Rumen Radev is no longer just a figurehead or a thorn in the side of the Brussels establishment. By securing a crushing parliamentary majority in the April 2026 elections, the former fighter pilot has effectively ended five years of chaotic coalition building and back-alley political dealing. His new party, Progressive Bulgaria, has done what no other movement could do since 1997: win enough seats to govern without a coalition partner. This is not just a change in leadership. It is a fundamental rewiring of a frontline Balkan state.
The Western narrative often paints Radev as a simple Kremlin proxy, a convenient label that misses the far more complex reality of his "Bulgaria First" doctrine. Radev does not want to leave the European Union; he wants to renegotiate Bulgaria’s place within it. His victory is built on a potent mix of anti-corruption populism and a calculated skepticism toward the very institutions Sofia just joined, specifically the Eurozone.
The Eurozone Trap
Bulgaria officially adopted the euro on January 1, 2026, a move championed by the previous pro-Western administration. It was supposed to be a moment of triumph. Instead, it became a political anchor. The transition coincided with a spike in consumer prices that many Bulgarians, particularly the elderly and those on fixed incomes, attributed to the currency switch rather than global market trends.
Radev capitalized on this economic vertigo. During the campaign, he did not call for an exit from the euro—a logistical impossibility at this stage—but he framed the adoption as a "loss of sovereignty" forced by a detached elite. This rhetoric resonated. By the time voters went to the polls, the lev was a memory, but the resentment was very much alive.
The result is a prime minister who sits at the Eurozone table but views its rules as suggestions. Unlike the previous government, which sought to be a "model pupil" of the European Central Bank, Radev is likely to use his mandate to push for massive public spending, testing the limits of the bloc’s fiscal discipline. He knows the EU cannot afford another fiscal crisis in the Balkans, and he intends to use that leverage.
The Energy Shadow
While much is made of Radev’s diplomatic stance on Ukraine, the real battlefield is energy. Bulgaria remains the most energy-dependent nation in the EU when it comes to Russian infrastructure. The Lukoil Neftohim Burgas refinery, the largest in the Balkans, continues to be a massive economic engine.

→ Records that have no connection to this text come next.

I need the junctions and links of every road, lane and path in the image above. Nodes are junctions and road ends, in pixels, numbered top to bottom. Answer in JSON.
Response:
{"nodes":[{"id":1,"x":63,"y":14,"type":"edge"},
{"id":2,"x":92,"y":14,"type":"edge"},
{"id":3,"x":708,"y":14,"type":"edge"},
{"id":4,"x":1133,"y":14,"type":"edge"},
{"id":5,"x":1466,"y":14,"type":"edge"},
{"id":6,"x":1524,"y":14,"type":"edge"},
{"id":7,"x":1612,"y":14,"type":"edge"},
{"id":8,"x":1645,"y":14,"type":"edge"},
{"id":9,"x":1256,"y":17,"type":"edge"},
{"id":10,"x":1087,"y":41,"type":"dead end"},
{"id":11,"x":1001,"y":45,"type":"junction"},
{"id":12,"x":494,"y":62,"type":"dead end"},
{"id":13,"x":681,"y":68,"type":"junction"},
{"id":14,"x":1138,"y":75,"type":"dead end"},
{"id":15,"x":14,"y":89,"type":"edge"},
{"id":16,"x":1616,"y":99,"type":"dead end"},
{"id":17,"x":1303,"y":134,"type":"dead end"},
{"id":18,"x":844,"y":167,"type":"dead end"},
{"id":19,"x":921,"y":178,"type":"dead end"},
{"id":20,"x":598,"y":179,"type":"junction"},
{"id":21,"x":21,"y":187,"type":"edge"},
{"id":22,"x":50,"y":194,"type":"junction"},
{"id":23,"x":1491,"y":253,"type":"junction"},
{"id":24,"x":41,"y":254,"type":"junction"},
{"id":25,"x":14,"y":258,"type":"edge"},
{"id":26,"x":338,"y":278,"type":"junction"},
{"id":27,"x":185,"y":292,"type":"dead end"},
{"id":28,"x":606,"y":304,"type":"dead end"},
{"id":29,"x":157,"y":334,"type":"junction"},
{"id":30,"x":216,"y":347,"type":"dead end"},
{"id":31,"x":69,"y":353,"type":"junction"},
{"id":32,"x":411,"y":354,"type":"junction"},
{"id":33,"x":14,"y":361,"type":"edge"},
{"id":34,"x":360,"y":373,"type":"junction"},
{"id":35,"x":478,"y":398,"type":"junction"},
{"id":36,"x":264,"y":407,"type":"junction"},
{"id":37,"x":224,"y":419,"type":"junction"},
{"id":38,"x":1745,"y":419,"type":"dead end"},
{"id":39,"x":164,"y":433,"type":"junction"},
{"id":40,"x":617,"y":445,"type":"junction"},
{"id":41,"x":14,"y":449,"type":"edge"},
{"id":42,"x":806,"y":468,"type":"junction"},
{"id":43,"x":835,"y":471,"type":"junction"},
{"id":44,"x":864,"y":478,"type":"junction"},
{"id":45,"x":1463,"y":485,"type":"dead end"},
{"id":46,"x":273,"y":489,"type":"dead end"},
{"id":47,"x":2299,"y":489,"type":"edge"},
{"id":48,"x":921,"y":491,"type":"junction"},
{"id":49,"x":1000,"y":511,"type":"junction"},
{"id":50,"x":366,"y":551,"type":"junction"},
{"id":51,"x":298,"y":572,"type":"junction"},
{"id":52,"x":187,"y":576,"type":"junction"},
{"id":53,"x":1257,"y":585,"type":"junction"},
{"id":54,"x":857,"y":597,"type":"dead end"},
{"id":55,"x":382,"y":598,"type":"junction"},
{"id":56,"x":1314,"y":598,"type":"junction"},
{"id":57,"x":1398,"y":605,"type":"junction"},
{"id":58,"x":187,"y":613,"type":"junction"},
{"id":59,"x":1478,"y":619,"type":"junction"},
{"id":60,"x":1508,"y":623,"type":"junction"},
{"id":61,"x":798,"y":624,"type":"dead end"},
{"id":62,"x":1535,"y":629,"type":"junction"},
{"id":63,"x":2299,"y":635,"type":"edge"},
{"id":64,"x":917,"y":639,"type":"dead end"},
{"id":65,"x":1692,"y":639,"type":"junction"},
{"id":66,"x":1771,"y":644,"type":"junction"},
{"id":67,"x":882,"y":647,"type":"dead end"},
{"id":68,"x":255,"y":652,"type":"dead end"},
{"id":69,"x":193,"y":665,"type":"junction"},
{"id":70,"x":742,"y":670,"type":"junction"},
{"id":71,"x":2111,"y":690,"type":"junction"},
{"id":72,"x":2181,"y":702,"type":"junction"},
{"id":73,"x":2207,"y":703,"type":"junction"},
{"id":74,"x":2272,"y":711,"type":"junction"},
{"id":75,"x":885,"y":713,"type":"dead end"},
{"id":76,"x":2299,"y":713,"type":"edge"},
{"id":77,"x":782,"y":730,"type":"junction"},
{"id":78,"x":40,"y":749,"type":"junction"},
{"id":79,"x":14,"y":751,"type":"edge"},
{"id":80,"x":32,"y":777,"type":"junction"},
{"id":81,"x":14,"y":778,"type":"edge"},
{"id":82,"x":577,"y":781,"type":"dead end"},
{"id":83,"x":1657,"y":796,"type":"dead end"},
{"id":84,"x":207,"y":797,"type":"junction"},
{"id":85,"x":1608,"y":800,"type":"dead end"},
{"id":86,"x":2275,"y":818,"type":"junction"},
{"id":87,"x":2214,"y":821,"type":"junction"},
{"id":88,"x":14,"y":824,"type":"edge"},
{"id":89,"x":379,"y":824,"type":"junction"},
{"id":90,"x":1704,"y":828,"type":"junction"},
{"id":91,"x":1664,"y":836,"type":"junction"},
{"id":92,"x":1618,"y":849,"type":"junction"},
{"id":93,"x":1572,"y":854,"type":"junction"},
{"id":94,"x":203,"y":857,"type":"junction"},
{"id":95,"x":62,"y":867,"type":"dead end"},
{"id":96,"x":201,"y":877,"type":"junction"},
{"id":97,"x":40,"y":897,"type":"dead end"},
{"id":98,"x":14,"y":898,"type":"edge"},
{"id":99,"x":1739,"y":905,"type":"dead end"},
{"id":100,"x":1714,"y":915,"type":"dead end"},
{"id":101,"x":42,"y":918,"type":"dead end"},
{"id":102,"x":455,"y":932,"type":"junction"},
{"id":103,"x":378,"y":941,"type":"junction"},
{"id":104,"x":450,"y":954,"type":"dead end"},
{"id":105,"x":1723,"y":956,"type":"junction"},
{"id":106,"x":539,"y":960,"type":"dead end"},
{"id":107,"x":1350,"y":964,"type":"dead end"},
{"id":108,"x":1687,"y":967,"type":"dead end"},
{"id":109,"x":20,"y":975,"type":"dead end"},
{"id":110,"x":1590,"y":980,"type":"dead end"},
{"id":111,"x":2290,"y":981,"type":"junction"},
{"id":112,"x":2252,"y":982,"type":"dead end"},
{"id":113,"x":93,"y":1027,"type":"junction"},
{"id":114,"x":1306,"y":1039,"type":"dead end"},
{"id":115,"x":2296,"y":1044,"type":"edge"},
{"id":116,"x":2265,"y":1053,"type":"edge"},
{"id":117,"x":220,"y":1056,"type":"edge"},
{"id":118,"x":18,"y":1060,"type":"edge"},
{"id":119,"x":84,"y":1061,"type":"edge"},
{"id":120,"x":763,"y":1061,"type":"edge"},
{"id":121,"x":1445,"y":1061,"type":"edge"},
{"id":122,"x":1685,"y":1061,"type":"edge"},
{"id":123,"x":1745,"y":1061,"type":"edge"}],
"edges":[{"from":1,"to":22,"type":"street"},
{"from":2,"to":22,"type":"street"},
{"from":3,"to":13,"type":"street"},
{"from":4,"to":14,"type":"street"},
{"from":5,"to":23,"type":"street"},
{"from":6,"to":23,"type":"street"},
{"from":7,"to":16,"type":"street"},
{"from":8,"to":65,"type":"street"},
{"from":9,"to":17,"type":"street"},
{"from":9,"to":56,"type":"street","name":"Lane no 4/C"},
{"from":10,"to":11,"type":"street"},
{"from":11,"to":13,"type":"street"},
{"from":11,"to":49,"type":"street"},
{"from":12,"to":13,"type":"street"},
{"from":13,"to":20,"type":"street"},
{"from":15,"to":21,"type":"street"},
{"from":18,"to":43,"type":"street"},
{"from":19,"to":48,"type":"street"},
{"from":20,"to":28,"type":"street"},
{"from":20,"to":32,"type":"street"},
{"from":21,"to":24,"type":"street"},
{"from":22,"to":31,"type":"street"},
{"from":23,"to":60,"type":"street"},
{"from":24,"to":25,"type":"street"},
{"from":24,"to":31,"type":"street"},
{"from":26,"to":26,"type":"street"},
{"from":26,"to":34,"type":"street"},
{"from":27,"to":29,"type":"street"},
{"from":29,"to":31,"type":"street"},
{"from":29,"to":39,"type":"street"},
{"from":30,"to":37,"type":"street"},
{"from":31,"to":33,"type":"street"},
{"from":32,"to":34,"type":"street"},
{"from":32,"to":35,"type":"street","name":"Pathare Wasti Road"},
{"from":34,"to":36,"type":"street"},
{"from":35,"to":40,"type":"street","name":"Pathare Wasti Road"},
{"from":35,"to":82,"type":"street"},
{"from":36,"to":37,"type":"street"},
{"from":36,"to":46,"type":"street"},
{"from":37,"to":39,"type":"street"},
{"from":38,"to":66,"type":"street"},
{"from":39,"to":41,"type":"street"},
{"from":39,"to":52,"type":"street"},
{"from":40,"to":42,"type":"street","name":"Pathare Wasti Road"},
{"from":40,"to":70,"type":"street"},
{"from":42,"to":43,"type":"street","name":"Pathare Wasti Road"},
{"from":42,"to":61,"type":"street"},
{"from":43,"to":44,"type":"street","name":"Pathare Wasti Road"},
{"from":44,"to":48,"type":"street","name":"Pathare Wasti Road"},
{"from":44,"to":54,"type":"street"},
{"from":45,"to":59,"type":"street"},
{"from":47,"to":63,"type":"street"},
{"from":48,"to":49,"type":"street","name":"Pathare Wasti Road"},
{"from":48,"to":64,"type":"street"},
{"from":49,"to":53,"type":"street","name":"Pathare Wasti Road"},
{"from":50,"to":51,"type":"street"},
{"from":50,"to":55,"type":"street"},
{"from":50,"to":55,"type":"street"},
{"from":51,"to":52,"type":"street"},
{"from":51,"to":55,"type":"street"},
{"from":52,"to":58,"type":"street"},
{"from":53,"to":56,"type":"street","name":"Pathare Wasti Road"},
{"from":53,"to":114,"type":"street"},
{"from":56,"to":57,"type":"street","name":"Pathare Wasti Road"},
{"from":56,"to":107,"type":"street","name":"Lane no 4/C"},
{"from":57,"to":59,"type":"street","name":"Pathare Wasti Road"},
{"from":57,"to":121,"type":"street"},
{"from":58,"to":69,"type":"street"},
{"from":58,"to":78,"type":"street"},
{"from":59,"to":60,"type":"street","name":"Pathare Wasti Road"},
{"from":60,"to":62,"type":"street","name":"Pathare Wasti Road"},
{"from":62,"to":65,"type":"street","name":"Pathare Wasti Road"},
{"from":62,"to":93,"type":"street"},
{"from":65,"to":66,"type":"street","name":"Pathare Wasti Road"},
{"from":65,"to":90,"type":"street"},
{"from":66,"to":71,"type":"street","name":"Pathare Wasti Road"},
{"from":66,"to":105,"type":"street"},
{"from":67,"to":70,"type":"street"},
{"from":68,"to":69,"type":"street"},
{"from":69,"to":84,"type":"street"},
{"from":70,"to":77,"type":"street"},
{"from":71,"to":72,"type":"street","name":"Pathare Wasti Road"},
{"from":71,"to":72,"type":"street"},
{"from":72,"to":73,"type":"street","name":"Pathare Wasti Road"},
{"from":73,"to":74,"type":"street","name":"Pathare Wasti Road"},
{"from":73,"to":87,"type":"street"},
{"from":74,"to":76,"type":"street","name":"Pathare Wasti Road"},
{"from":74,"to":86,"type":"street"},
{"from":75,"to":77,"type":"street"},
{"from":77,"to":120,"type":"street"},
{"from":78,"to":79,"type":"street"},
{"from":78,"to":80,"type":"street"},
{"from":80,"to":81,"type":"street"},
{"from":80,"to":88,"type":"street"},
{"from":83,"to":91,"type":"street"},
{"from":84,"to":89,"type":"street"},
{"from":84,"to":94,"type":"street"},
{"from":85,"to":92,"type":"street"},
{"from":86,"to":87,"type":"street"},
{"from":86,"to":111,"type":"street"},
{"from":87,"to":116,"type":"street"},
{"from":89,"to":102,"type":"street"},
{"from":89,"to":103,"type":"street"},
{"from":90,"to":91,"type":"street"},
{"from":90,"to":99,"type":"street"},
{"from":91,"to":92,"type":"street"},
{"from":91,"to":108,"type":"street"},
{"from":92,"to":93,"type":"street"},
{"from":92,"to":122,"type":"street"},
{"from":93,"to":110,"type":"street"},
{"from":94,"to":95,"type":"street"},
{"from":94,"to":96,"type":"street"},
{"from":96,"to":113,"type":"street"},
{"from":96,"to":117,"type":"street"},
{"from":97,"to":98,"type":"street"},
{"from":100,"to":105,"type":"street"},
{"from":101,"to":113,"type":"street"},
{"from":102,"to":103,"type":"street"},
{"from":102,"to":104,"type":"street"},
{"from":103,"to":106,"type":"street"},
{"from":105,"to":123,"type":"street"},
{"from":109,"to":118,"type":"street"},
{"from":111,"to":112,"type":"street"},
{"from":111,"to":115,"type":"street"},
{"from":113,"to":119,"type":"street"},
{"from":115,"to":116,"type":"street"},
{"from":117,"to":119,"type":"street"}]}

Radev’s predecessor attempted a messy, accelerated "de-Russification" of the energy sector, which led to supply scares and price volatility. Radev’s approach is a return to "pragmatism." He has already signaled a willingness to extend technical cooperation with Russian entities, arguing that Bulgarian industrial stability outweighs the symbolic victories of total decoupling.
This isn't about love for Moscow. It is about a cold assessment of Bulgarian national interest. Radev sees himself as a Balkan Robert Fico—a leader who will vote for EU sanctions in public to keep the funding flowing, while quietly making deals in private to keep the lights on and the factories running.
The Oligarch Hunt
The core of Radev’s appeal remains his promise to dismantle the "mafia state." For years, Bulgarian politics was defined by a shadow struggle between the reformist PP-DB alliance and the entrenched interests of Boyko Borissov’s GERB and Delyan Peevski’s MRF. Radev successfully painted both sides as two heads of the same corrupt dragon.
By winning an outright majority, Radev has removed the excuse of "coalition compromise." He now has the power to overhaul the judiciary and the anti-corruption commissions. However, the risk is that he replaces the old guard not with a transparent system, but with a new hierarchy loyal to the presidency.
- Institutional Capture: There are concerns that Radev will use his mandate to purge civil servants and military officials who do not align with his neutralist foreign policy.
- Media Consolidation: With a dominant legislative position, the pressure on independent media outlets to fall in line with the "national interest" narrative is expected to intensify.
A New Type of European
The EU has spent years dealing with the ideological defiance of Viktor Orban. Radev is a different kind of challenge. He is professional, disciplined, and deeply integrated into the state’s security apparatus. He does not seek to destroy the EU; he seeks to inhabit it on his own terms.
He will continue to support defense modernization, likely pushing for a 5% GDP spend on the military. Yet, this expansion is not aimed at reinforcing NATO’s eastern flank against Russia. It is aimed at making Bulgaria a self-sufficient regional power that doesn't have to take orders from Washington or Brussels.
Bulgaria has traded five years of instability for a period of strongman-led certainty. The question is no longer whether Bulgaria belongs to the East or the West. Under Radev, Bulgaria belongs to Radev. The West will find him a frustrating partner—one who takes the checks, joins the currency, and attends the summits, all while keeping a backdoor open to the Kremlin. It is a high-stakes game of geopolitical hedging that will either make Bulgaria the new powerhouse of the Balkans or its most isolated outlier.
The era of the compliant Sofia is over.